Look below for lines that hold the string "Newhaven" and copy each one.

⟨

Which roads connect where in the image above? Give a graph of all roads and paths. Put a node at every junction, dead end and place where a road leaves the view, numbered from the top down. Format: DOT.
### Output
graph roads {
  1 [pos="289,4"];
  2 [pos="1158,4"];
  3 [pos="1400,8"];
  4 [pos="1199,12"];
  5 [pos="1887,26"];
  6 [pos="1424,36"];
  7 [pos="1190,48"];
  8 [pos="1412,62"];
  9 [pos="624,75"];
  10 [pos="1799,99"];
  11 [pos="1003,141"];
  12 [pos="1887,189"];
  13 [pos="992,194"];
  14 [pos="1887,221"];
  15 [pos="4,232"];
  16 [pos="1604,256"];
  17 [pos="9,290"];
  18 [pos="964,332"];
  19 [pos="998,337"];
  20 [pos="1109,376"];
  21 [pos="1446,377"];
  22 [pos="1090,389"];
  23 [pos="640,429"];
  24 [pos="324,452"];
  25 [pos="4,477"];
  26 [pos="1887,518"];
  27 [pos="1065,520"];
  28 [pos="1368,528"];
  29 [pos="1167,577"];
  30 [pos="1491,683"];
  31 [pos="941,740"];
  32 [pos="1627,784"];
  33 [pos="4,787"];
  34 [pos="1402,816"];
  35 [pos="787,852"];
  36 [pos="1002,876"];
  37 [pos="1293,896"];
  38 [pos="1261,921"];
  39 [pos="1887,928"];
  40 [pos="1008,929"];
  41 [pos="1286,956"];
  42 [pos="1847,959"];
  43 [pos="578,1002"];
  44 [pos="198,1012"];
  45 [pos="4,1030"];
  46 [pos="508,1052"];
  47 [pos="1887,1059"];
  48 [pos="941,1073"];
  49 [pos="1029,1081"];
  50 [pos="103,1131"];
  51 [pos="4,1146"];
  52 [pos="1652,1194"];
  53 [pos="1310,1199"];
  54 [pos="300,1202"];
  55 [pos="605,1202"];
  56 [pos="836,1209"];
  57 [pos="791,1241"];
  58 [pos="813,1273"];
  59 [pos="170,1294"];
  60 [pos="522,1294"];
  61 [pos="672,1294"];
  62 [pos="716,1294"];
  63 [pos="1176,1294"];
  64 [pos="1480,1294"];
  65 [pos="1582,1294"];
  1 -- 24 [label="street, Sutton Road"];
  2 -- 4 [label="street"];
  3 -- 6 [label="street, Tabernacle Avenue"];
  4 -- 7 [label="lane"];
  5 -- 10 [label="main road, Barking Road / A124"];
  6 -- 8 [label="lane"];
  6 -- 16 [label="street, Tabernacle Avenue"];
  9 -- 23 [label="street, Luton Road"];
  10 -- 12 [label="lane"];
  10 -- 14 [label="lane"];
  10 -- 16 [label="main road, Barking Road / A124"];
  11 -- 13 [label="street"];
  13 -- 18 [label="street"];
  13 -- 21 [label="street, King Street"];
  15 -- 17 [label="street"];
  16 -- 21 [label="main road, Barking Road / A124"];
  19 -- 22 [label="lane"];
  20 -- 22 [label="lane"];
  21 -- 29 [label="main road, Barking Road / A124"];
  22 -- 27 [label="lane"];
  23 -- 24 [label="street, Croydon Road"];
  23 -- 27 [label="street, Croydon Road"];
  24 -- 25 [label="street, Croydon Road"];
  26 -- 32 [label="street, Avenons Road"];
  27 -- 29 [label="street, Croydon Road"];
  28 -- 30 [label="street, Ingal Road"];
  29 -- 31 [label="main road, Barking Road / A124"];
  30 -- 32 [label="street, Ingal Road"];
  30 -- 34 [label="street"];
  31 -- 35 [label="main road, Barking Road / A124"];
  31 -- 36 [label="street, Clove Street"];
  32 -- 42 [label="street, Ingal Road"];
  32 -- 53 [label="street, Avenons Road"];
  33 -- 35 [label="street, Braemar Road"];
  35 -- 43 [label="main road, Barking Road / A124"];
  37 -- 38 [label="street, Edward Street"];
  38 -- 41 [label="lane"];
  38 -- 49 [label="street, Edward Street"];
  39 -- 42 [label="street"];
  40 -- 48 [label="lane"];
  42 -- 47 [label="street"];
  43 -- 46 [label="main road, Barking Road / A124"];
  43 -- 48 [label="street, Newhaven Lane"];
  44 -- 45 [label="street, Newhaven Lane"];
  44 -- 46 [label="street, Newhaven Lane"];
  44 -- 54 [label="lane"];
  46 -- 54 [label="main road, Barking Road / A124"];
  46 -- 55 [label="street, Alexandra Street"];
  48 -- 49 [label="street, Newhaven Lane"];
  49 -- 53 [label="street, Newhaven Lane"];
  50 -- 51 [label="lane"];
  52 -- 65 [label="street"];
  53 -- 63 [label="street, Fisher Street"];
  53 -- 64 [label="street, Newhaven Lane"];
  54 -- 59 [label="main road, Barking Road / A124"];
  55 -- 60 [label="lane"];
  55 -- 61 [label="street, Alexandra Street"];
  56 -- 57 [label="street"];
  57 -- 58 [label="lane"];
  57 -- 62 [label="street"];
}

⟩

▶ [SOLUTION TO THE PROBLEM]
  43 -- 48 [label="street, Newhaven Lane"];
  44 -- 45 [label="street, Newhaven Lane"];
  44 -- 46 [label="street, Newhaven Lane"];
  48 -- 49 [label="street, Newhaven Lane"];
  49 -- 53 [label="street, Newhaven Lane"];
  53 -- 64 [label="street, Newhaven Lane"];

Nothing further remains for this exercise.